2.2 CO2/clay mineral interaction at the reservoir-seal interface

Following the injection of CO2 into storage reservoirs the CO2 is buoyant because its density is lower compared to formation waters. Depending on this density difference, pressure gradients and permeability, a CO2 plume will gradually rise towards the reservoir/seal interface, and progressively increase in water saturation. Depending on injection design and reservoir geometry, a continuous CO2 column with column height h will establish underneath the seal. This column height exerts a certain differential pressure Δp across the interface, that is higher than the hydrostatic pressure in the aquifer. For depleted reservoirs this pressure might initially be lower than original hydrostatic, but could exceed hydrostatic pressure at some point after reservoir re-pressurisation. When this pressure exceeds the capillary entry pressure of the seal, CO2 will enter the capillary network of the mudrock, resulting in leakage. This pressure is termed capillary entry pressure P c , and details were provided earlier (e.g. Busch and Amann-Hildenbrand 2013).
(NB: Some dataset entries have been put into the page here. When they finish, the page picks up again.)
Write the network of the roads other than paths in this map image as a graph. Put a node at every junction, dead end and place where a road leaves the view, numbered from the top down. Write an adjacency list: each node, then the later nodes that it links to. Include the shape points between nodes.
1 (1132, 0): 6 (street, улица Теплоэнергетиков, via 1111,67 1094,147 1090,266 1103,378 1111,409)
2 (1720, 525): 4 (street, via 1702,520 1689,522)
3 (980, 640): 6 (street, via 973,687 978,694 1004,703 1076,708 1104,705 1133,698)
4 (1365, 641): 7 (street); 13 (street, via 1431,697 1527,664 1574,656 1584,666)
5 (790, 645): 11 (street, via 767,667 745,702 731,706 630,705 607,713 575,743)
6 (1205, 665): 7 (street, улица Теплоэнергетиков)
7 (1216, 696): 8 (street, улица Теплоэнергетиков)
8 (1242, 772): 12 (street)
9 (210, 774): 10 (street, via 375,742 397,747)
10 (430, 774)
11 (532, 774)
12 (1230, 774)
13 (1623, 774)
The column height h needed to initiate this process is given by:

$$h = \frac{{P_{c} }}{{\left( {\rho_{brine} - \rho_{{CO_{2} }} } \right) \cdot g}}$$
(5)

where \(\rho_{brine}\) and \(\rho_{CO2}\) are the brine and CO2 densities under subsurface conditions, and g is the acceleration due to gravity.
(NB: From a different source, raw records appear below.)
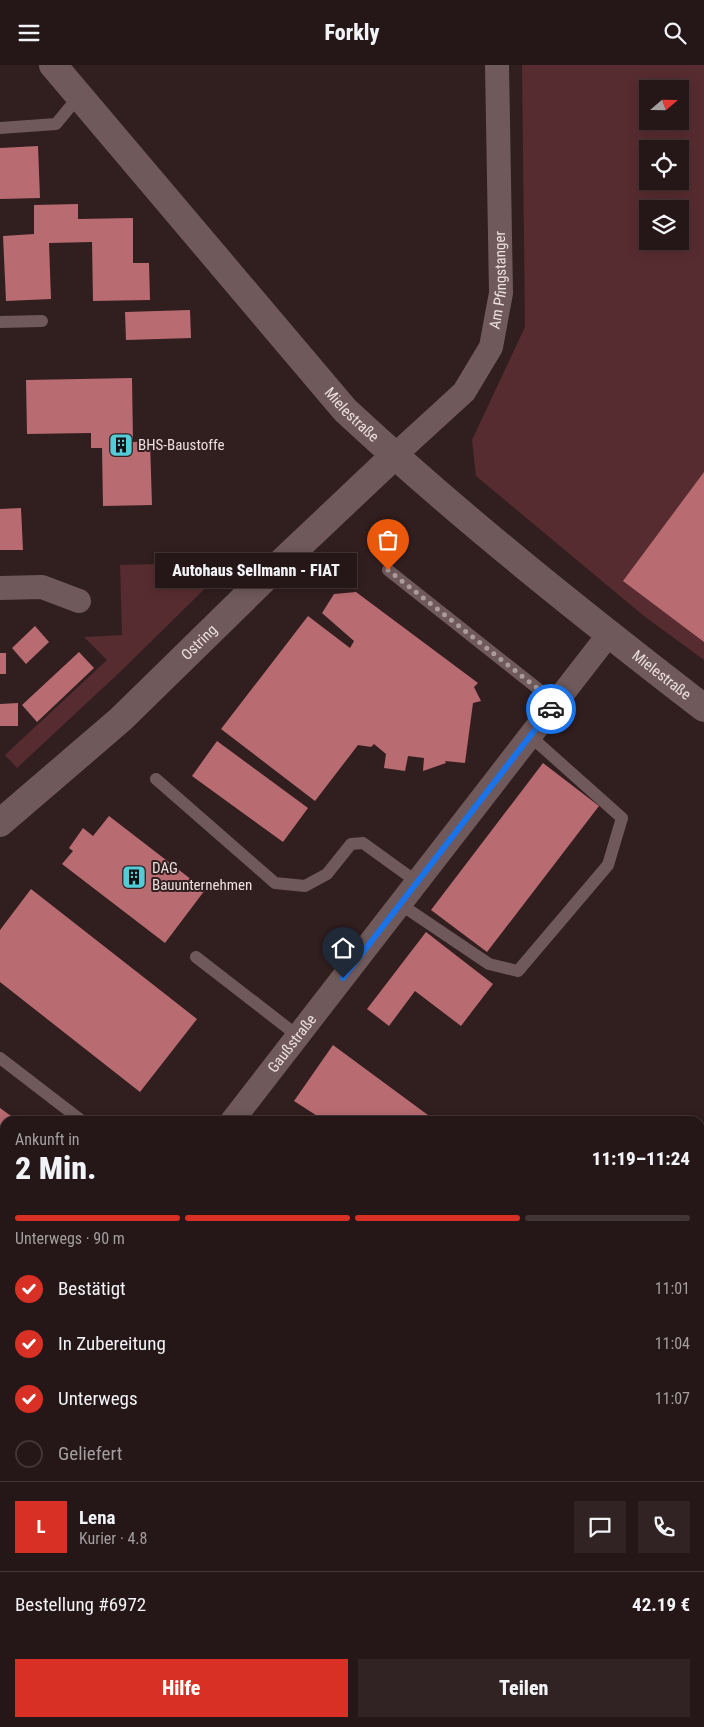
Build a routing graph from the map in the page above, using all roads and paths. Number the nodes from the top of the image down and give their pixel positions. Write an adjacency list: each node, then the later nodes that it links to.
1 (53, 65): 3 (street, Mielestraße)
2 (497, 65): 7 (street, Am Pfingstanger)
3 (79, 97): 4 (lane); 7 (street, Mielestraße)
4 (0, 128)
5 (42, 321): 6 (lane)
6 (0, 322)
7 (394, 456): 11 (street, Mielestraße); 16 (street, Ostring)
8 (388, 570): 12 (lane)
9 (0, 588): 10 (street)
10 (79, 601)
11 (609, 634): 12 (street, Gaußstraße); 13 (street, Mielestraße)
12 (556, 703): 14 (street, Gaußstraße)
13 (704, 708)
14 (530, 736): 17 (street, Gaußstraße); 18 (lane)
15 (156, 779): 17 (lane)
16 (0, 823)
17 (417, 882): 18 (street, Gaußstraße)
18 (400, 904): 20 (street, Gaußstraße)
19 (196, 957): 20 (lane)
20 (298, 1036): 23 (street, Gaußstraße)
21 (0, 1058): 22 (lane)
22 (75, 1116)
23 (236, 1116)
The capillary entry pressure P c is defined as the pressure difference Δp across the reservoir/seal interface, and depends on wettability and interfacial tension between the two phases: water and CO2, and is expressed following the Laplace equation:

$$\Delta p = P_{c} = \frac{{2\gamma \cdot {\text{cos(}}\theta )}}{r}$$
(6)

where γ is the interfacial tension between CO2 and water, θ is the contact angle, and r the radius of the largest capillary in contact with CO2 in the seal. Several correlations for P c in relation to e.g. permeability are summarized in Busch and Amann-Hildenbrand (2013), where it was found that P c is difficult to predict for mudrocks having permeabilities <10−18 m2.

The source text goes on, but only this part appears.